Exercise inputs:
====================

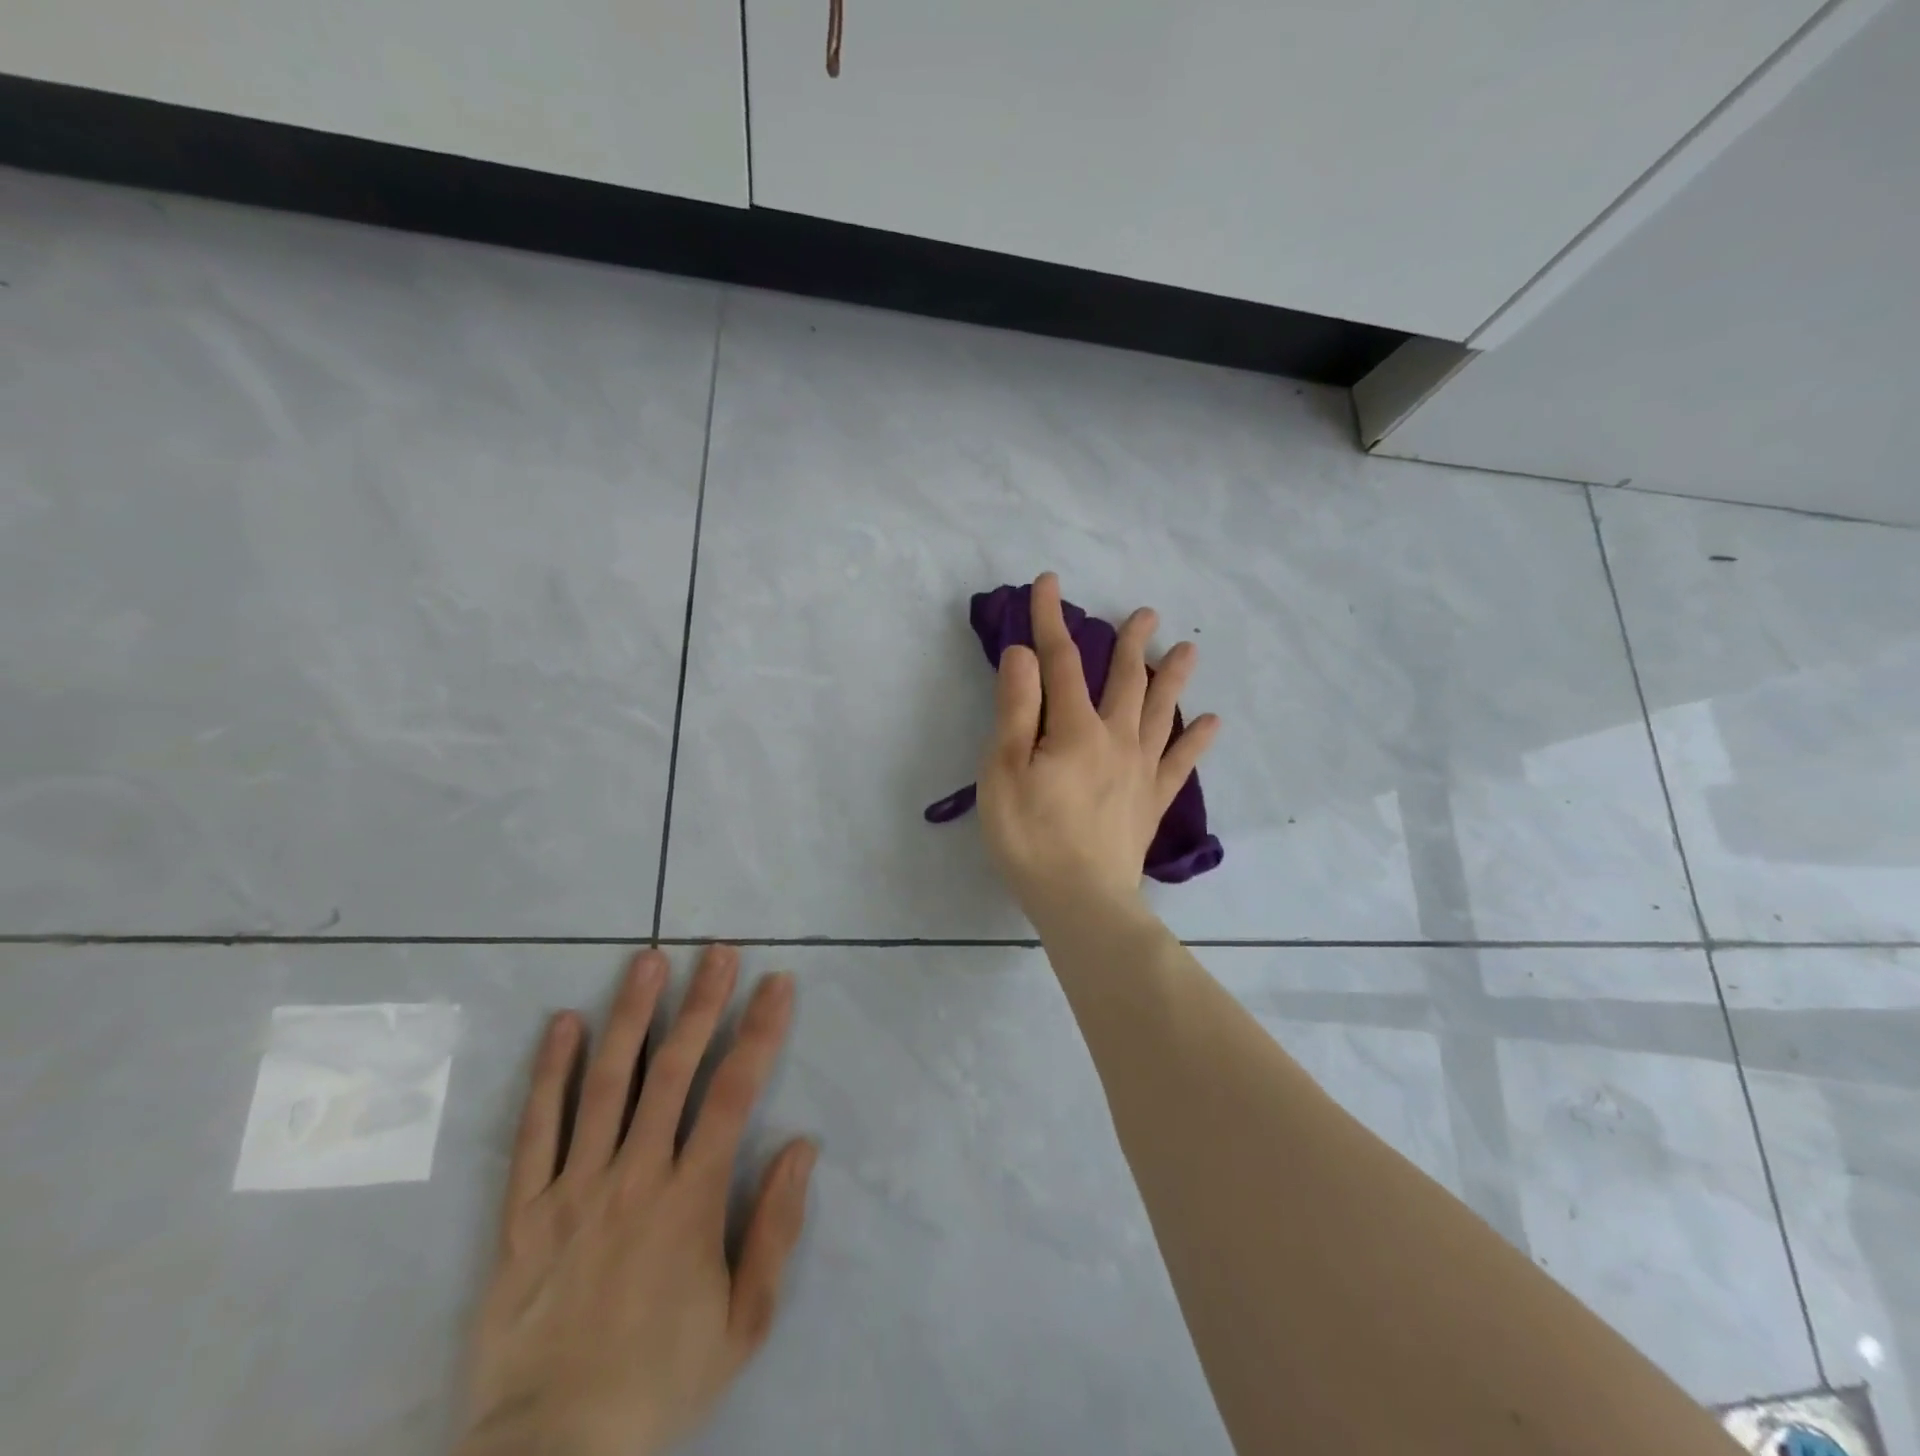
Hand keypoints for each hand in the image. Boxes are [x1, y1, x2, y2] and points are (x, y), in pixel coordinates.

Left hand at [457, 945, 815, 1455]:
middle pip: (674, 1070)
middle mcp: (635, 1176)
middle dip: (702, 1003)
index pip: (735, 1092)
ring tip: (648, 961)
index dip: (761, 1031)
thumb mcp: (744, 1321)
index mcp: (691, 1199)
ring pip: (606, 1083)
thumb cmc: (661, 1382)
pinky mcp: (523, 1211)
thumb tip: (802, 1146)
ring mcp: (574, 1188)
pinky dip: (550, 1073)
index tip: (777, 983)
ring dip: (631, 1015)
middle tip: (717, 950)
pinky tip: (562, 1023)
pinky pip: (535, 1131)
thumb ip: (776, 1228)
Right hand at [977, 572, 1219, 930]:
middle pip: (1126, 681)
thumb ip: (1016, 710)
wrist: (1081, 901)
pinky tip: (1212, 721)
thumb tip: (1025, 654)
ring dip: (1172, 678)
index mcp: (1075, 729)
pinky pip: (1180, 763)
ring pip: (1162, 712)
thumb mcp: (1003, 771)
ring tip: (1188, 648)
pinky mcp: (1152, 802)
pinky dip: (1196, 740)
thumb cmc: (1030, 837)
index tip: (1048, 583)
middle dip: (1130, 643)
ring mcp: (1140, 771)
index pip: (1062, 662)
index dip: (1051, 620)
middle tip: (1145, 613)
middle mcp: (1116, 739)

====================

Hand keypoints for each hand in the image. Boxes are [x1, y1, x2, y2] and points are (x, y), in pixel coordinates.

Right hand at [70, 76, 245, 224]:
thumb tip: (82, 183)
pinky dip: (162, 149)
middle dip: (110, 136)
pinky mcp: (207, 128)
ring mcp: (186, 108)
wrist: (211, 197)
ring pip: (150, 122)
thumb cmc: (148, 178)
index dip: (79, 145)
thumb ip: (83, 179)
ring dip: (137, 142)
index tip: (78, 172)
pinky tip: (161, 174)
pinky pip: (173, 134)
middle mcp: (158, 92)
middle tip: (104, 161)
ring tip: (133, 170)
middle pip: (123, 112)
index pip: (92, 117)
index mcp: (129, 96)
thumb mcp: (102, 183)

====================

Directions: In the entries above, find the line holding "thumb mcp: (1003, 771)" and the line holding "middle mcp: (1116, 739)"; print both of them and every line between, exactly, and nothing else.

Result of the exercise:
thumb mcp: (1003, 771)
ring tip: (1188, 648)
pinky mcp: (1152, 802)
pinky dip: (1196, 740)
thumb cmc: (1030, 837)
index tip: (1048, 583)
middle dip: (1130, 643)
ring mcp: (1140, 771)
index pip: (1062, 662)
index dip: (1051, 620)
middle tip: (1145, 613)
middle mcp: (1116, 739)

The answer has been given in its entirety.